**TRY IT**:
Go through the entries below. Copy each line in which "road" appears.

***** SOURCE INFORMATION

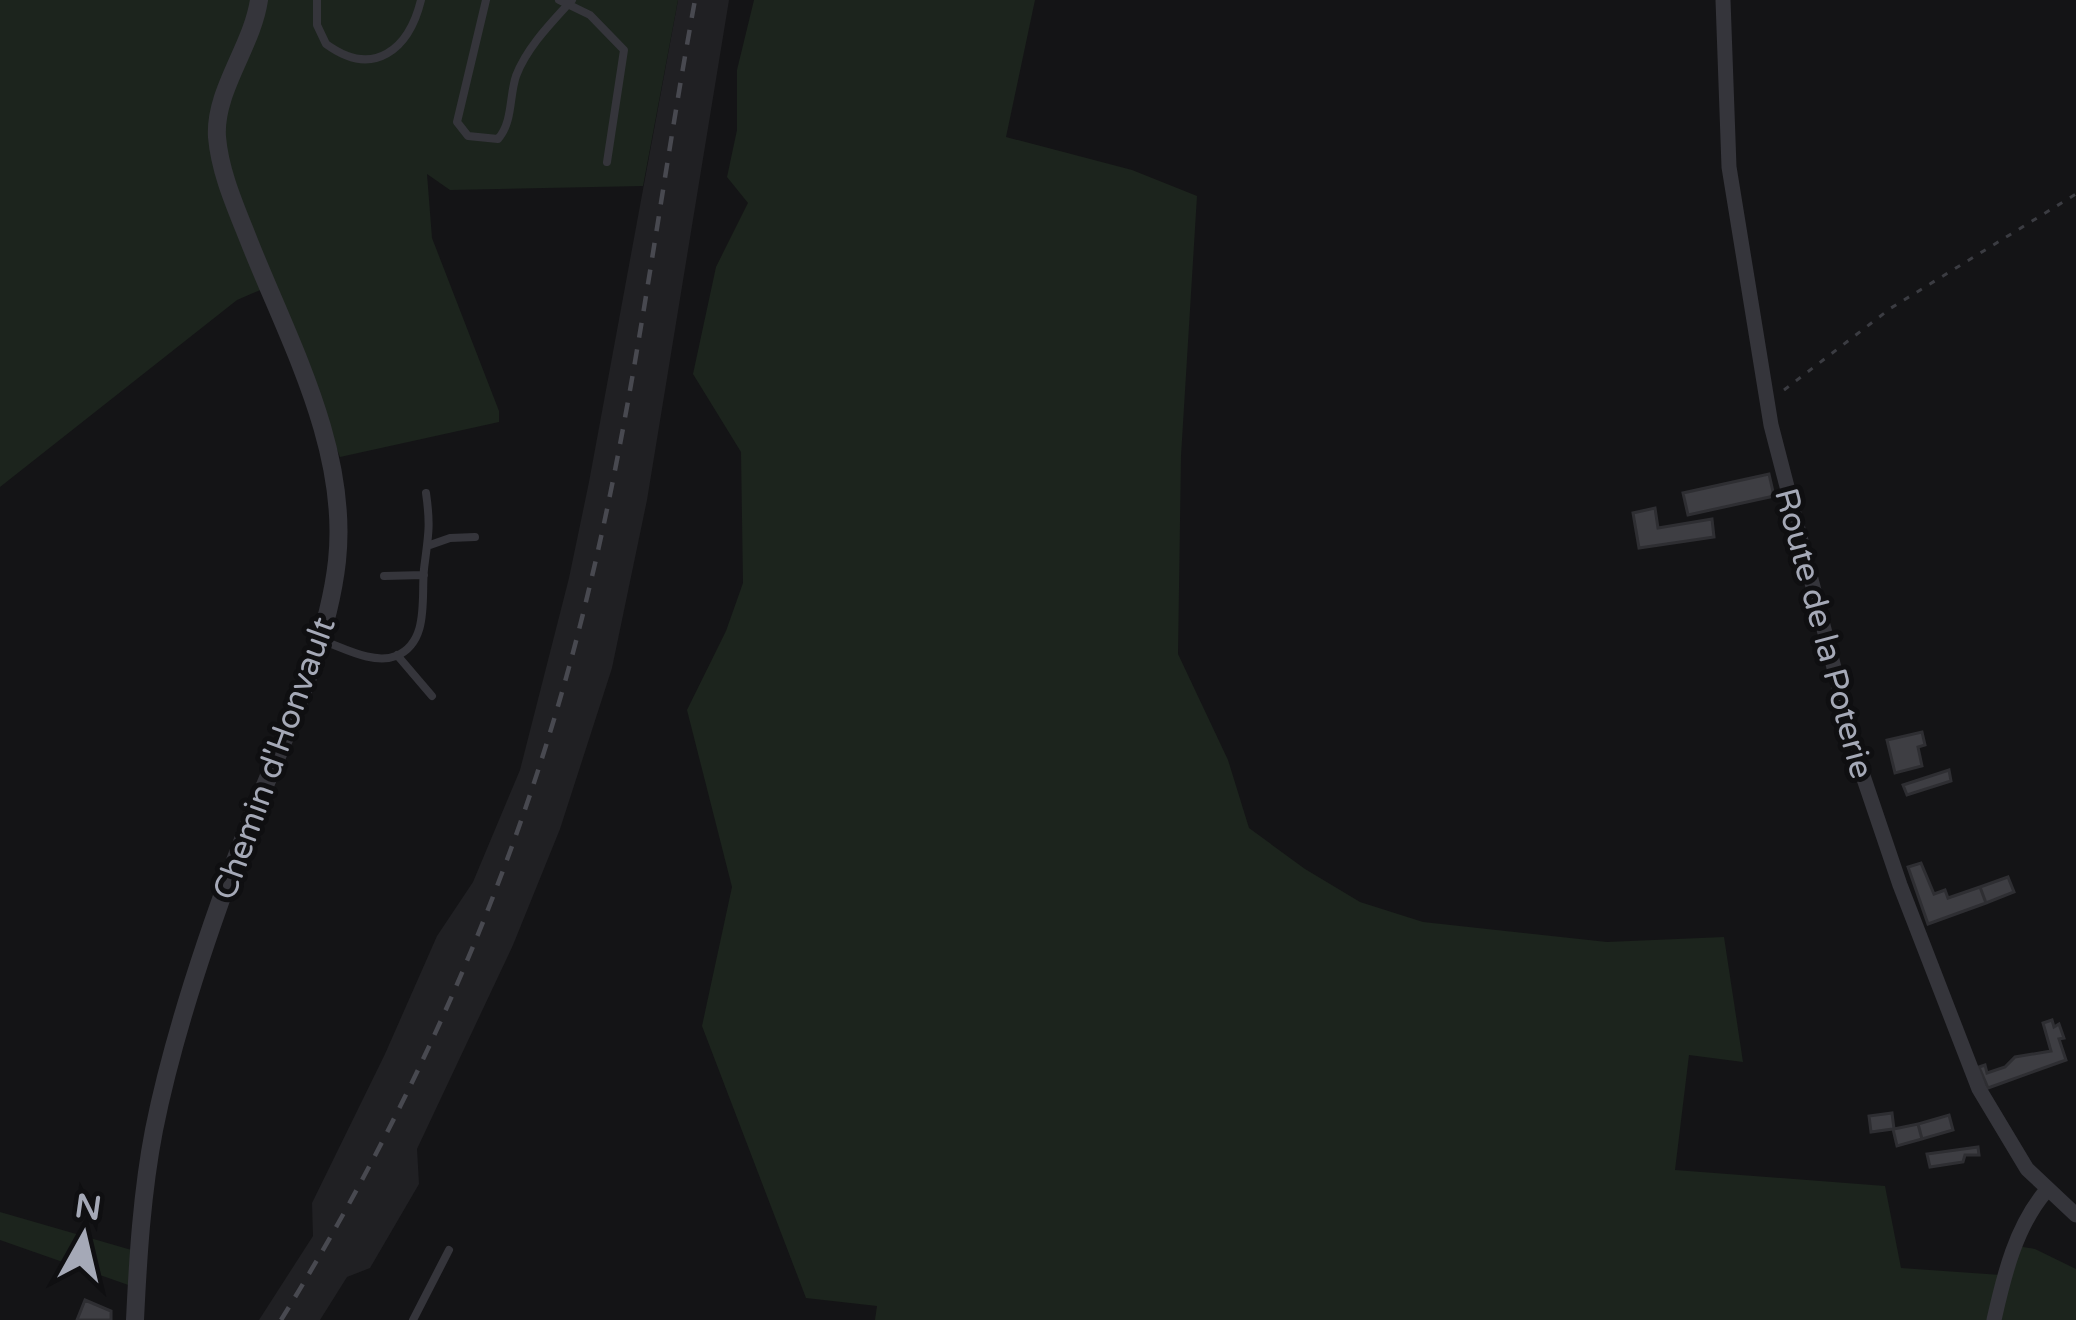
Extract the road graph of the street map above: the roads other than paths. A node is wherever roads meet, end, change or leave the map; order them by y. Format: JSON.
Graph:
{"nodes":[{"id":1,"x":259,"y":0,"type":"edge"},
{"id":2,"x":317,"y":0,"type":"edge"},
{"id":3,"x":421,"y":0,"type":"edge"},
{"id":4,"x":486,"y":0,"type":"edge"},
{"id":5,"x":1723,"y":0,"type":"edge"},
{"id":6,"x":566,"y":2,"type":"edge"},
{"id":7,"x":607,"y":162,"type":"dead end"},
{"id":8,"x":426,"y":493,"type":"dead end"},
{"id":9,"x":475,"y":537,"type":"dead end"},
{"id":10,"x":430,"y":545,"type":"junction"},
{"id":11,"x":424,"y":575,"type":"junction"},
{"id":12,"x":384,"y":576,"type":"dead end"},
{"id":13,"x":320,"y":640,"type":"junction"},
{"id":14,"x":397,"y":656,"type":"junction"},
{"id":15,"x":432,"y":696,"type":"dead end"},
{"id":16,"x":2046,"y":1191,"type":"junction"},
{"id":17,"x":2076,"y":1215,"type":"edge"},
{"id":18,"x":449,"y":1250,"type":"dead end"},
{"id":19,"x":135,"y":1320,"type":"edge"},
{"id":20,"x":413,"y":1320,"type":"edge"},
{"id":21,"x":1994,"y":1320,"type":"edge"}],
"edges":[{"from":1,"to":13,"type":"street","name":"Chemin d'Honvault"},
{"from":2,"to":3,"type":"lane"},
{"from":4,"to":6,"type":"lane"},
{"from":5,"to":16,"type":"street","name":"Route de la Poterie"},
{"from":6,"to":7,"type":"lane"},
{"from":8,"to":10,"type":"lane"},
{"from":9,"to":10,"type":"lane"},
{"from":10,"to":11,"type":"lane"},
{"from":11,"to":12,"type":"lane"},
{"from":11,"to":14,"type":"lane"},
{"from":13,"to":14,"type":"lane"},
{"from":13,"to":19,"type":"street","name":"Chemin d'Honvault"},
{"from":14,"to":15,"type":"lane"},
{"from":16,"to":17,"type":"street","name":"Route de la Poterie"},
{"from":16,"to":21,"type":"street"},
{"from":18,"to":20,"type":"lane"}]}
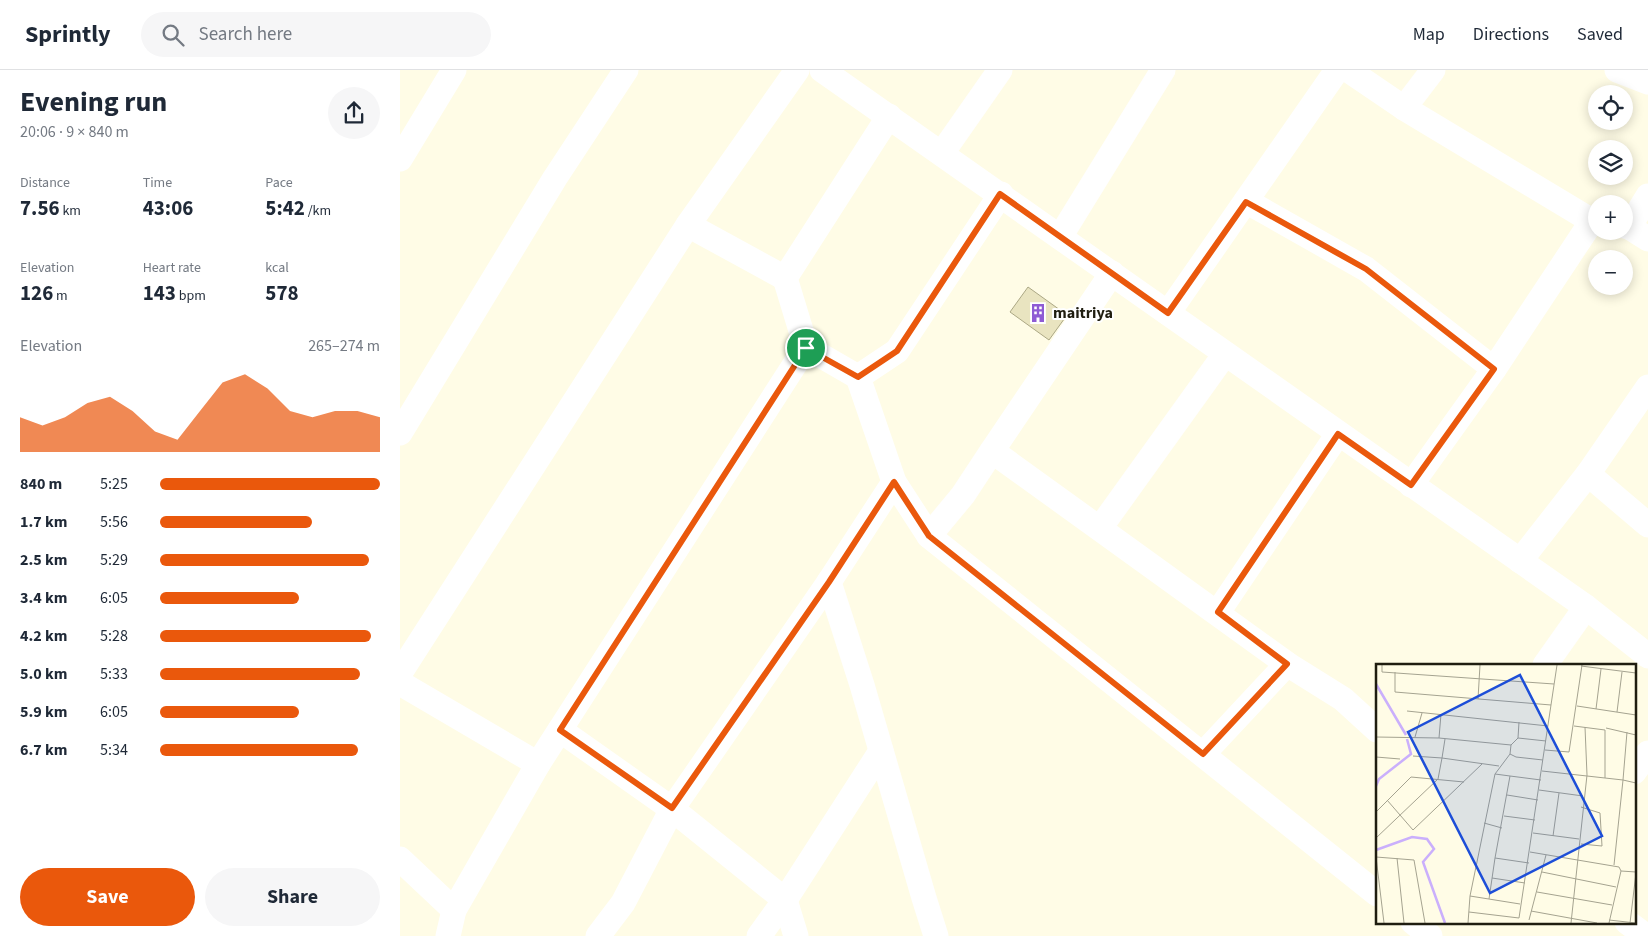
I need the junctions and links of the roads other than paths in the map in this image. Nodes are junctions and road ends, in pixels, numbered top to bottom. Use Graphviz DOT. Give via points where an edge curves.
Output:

**********

**FINISHED TASK**:
Extract the road graph of the street map above: the roads other than paths. A node is wherever roads meet, end, change or leave the map; order them by y. Format: JSON.
I need the junctions and links of the roads other than paths in the map in this image. Nodes are junctions and road ends, in pixels, numbered top to bottom. Use Graphviz DOT. Give via points where an edge curves.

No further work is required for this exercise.